From the introduction of the Red Sox current cap and uniforms in 1946 until 1971, the road uniforms used blue block letters and numbers. With the switch to pullover jerseys in 1972, the lettering was switched to red in the same typeface as the home uniform. The pullovers were dropped in 1979 and the road uniforms once again used blue block letters. However, the red home lettering returned in 1990, along with the home typeface. In 2009, the lettering was switched to blue yet again, but using the home typeface. In 2014, the road uniforms again switched to red in the home uniform font.

Since 1946, the blue and red lettering have each been used three times.

Alternate uniforms
The Red Sox alternate home uniform jersey is red and worn with white pants. The original version of the red jersey was introduced in 2003. "RED SOX" is displayed across the chest in blue lettering outlined in white. Like the regular home uniforms, it does not feature the player's name on the back, with numbers in blue with white trim. Originally, the uniforms had blue piping that replicated the piping pattern of the regular home jerseys. The uniforms were worn very sparingly from 2003 to 2007, being used only for Sunday afternoon home games and the 4th of July. Thus, they were not seen on national television, except in the circumstance that they were used as part of a doubleheader. In 2008, the uniforms were worn for all Saturday home games, regardless of the game taking place in the afternoon or at night. In 2009, the blue piping was removed from the jersey and they began to be worn for all Friday night home games. For the 2009 season only, an alternate cap was used with this jersey featuring the "hanging Sox" logo.

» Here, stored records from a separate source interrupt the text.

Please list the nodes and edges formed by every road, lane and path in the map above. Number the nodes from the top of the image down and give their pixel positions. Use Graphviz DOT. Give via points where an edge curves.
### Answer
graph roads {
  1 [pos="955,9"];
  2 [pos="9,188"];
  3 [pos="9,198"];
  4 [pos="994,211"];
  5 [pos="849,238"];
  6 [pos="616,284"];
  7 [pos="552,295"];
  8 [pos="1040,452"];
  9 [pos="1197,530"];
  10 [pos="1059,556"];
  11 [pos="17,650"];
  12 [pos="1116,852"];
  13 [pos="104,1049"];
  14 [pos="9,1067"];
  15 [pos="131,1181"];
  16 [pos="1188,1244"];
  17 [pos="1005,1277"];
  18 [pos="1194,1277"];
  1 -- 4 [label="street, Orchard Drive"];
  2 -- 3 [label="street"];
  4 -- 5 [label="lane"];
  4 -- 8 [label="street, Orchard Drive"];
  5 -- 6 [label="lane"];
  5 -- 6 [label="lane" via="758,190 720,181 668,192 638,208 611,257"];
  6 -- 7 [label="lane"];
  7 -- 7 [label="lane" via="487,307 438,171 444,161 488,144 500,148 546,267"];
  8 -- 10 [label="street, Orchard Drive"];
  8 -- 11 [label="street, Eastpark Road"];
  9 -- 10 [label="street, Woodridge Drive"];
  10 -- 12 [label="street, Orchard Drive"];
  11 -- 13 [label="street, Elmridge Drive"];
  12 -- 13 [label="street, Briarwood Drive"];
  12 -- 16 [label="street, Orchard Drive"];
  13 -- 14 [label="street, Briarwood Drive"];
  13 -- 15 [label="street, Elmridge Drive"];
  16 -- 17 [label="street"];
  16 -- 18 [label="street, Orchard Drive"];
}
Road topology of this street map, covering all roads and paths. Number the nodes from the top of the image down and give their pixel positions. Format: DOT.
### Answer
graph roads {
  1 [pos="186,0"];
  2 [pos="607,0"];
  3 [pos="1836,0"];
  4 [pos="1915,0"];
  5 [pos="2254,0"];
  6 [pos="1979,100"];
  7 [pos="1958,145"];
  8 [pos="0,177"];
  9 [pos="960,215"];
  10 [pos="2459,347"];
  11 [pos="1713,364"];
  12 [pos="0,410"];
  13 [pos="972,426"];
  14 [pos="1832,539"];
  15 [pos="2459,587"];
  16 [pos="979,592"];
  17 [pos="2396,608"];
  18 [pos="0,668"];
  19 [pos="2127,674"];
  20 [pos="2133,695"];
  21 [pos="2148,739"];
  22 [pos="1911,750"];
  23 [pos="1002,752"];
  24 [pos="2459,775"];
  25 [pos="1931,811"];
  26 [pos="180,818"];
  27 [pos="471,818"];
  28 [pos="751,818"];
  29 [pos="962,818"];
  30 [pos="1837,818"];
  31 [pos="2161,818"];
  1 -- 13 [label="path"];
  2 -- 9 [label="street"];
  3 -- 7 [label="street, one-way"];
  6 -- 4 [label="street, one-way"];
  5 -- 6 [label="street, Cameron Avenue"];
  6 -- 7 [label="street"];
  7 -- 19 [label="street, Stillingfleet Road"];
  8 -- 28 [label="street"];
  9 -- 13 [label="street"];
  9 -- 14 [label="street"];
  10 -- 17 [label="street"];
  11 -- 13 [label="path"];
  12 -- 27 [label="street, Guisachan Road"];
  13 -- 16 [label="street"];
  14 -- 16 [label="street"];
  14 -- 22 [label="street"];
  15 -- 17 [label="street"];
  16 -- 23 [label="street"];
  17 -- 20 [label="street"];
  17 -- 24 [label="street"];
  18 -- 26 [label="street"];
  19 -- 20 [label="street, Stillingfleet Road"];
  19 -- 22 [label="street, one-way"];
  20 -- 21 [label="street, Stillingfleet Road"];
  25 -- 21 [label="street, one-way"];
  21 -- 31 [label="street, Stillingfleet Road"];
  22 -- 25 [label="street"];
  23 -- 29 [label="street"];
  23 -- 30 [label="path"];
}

The alternate road uniform was introduced in 2009, and involves gray pants and a blue jersey with "BOSTON" in red lettering outlined in white across the chest. The numbers and name are also in red with white trim. They are also worn on most Friday road games. The alternate cap was also used for these uniforms in 2009 only.

Since 2018, the Red Sox began wearing both their red and blue alternates more often (generally, when a team does not have a set pattern of usage, the uniform used for a particular game is up to the day’s starting pitcher). As such, the uniforms are no longer exclusive to Friday games, and the team sometimes wore their normal white and grey uniforms on select Fridays. The blue alternates were worn when the Red Sox won the 2018 World Series at Dodger Stadium.

Other uniforms

For the spring training St. Patrick's Day game, the Red Sox wear bright green jerseys with "RED SOX" in white letters outlined in red across the front and the hanging Sox logo is displayed on the left sleeve. While the other uniforms all use blue caps, this alternate uses a green one matching the uniform shirt. This uniform made its regular season debut on April 20, 2007, to honor former Boston Celtics coach, general manager and president Red Auerbach, who died during the previous off-season. A similar green uniform was worn June 20, 2008, to celebrate the recent Celtics victory over the L.A. Lakers in the NBA Finals. The uniforms had a white stripe down the side and the team wore their normal navy caps. Additionally, the Sox wore a variation of the standard uniforms for Earth Day 2009. The uniform featured a white pullover shirt with a red undershirt and the team name in green. The uniform trim featured green piping along the pants and was finished out with the traditional red socks. Lastly, the hanging Sox logo was modified to feature a green recycling symbol around the logo.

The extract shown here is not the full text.